Los ojos del campesino brillaron de emoción y dijo:
“Me parece una propuesta excelente. Tengo piernas fuertes y acepto. Mañana bien temprano, al amanecer, me pongo a correr y todo el territorio que mis piernas puedan alcanzar será mío”.
El diablo, siempre malicioso, sonrió contento.
Y así fue, bien temprano, apenas el sol rompió el horizonte, el campesino echó a correr. Saltó cercas, atravesó riachuelos y no satisfecho ni siquiera se paró para descansar. Veía delante de sí una encantadora planicie verde y rápidamente pensó:“aquí voy a plantar trigo en abundancia”. Mirando a la izquierda se abría un valle muy llano y pensó: “aquí puedo hacer una plantación de lino para ropa fina”.
Subió, un poco sin aliento, una pequeña colina y vió que allá abajo surgía un campo de tierra virgen. Y pensó: “quiero también aquella tierra. Allí voy a criar ganado y ovejas y voy a llenar las alforjas de las burras con dinero a más no poder”.
Y así recorrió muchos kilómetros, no satisfecho con lo que había conquistado, pues los lugares que veía eran atractivos y fértiles y alimentaban su deseo incontenible de poseerlos también.
De repente miró el cielo y se dió cuenta de que el sol se estaba ocultando detrás de una montaña. Dijo para sí mismo:
”No hay tiempo que perder. Tengo que volver corriendo, si no perderé todos los terrenos recorridos y, encima, el dinero. Un día de dolor, una vida de amor”, pensó, como decía su abuelo.

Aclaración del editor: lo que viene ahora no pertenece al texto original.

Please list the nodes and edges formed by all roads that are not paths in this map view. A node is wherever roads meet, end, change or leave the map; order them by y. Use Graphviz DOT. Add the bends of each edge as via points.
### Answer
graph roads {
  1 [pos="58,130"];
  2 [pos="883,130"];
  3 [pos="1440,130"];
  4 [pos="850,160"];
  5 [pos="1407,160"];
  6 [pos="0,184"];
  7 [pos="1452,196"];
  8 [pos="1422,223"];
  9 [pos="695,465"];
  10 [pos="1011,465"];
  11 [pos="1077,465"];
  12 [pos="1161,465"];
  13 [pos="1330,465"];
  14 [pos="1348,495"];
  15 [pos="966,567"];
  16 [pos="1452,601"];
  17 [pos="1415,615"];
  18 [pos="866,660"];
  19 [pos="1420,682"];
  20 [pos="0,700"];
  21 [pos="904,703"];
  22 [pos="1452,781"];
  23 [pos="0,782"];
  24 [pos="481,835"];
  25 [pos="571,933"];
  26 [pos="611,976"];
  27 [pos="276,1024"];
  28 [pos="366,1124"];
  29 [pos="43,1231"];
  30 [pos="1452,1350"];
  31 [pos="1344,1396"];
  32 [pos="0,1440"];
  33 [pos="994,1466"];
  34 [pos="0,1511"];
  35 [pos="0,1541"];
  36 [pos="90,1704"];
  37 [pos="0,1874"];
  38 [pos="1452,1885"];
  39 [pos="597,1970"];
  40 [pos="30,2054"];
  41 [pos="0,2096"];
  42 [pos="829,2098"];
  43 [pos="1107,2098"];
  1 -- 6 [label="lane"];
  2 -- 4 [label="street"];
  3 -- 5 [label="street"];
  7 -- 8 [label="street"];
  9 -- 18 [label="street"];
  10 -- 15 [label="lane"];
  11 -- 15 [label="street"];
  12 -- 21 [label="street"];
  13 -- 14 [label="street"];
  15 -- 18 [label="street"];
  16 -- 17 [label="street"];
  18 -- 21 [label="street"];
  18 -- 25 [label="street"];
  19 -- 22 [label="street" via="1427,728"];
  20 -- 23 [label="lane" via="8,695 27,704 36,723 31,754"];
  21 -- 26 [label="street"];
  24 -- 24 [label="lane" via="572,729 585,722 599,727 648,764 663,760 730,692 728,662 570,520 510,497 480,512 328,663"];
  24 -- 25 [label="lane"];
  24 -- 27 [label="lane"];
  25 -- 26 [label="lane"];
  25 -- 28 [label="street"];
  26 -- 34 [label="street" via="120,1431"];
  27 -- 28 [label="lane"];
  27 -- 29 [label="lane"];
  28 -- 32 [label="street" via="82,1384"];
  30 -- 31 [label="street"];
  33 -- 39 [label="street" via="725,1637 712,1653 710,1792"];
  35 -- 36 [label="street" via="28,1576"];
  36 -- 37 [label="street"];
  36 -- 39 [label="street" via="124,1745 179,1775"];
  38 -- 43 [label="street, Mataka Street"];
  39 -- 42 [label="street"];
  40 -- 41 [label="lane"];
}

Se puso a correr con una velocidad desmedida para sus piernas cansadas. Pero tenía que correr sin reparar en los límites de sus tensos músculos. Incluso se quitó la camisa y dejó caer la bolsa con algo de comida. Siguió mirando la posición del sol, ya cerca del horizonte, enorme y rojo como sangre. Pero aún no se había puesto del todo. Aunque estaba cansadísimo, corría cada vez más, ya no sentía las piernas de tanto esfuerzo. Con tristeza, pensó: “quizás he abarcado demasiado y podría perderlo todo. Pero sigamos adelante”.
Viendo, a lo lejos al diablo, solemnemente de pie y a su lado la saca de dinero, recobró más ánimo, seguro de que iba llegar antes de la puesta de sol. Reunió todas las energías que tenía e hizo un último esfuerzo. Corría, sin pensar en los límites de sus piernas, como que fuera volando. No muy lejos de la llegada, se tiró hacia delante, casi perdiendo el equilibrio. Rehecho, todavía dio algunos pasos largos.
Fue entonces cuando extenuado y ya sin fuerzas, se desplomó en el suelo. Y murió. Su boca sangraba y todo su cuerpo estaba cubierto de arañazos y de sudor.
El diablo, maliciosamente, apenas sonrió. Indiferente al muerto y codicioso, miraba la bolsa de dinero. Todavía se dio el trabajo de hacer una fosa del tamaño del campesino y lo metió dentro. Eran sólo siete palmos de tierra, la parte menor que le tocaba de todos los terrenos recorridos. No necesitaba más que eso. Su mujer, como petrificada, presenciaba todo, llorando copiosamente».
Este cuento reverbera las palabras de João Cabral de Melo Neto (1920-1999) en su obra Muerte y Vida Severina (1995). En el funeral del labrador dice el poeta: ”Esta fosa en que estás, con palmos medida, es la cuenta menor que sacaste en vida; es la parte que te cabe de este latifundio” .
De todos los terrenos atrayentes que veía y deseaba poseer, al ávido campesino sólo le quedaron al final los siete palmos para su sepultura.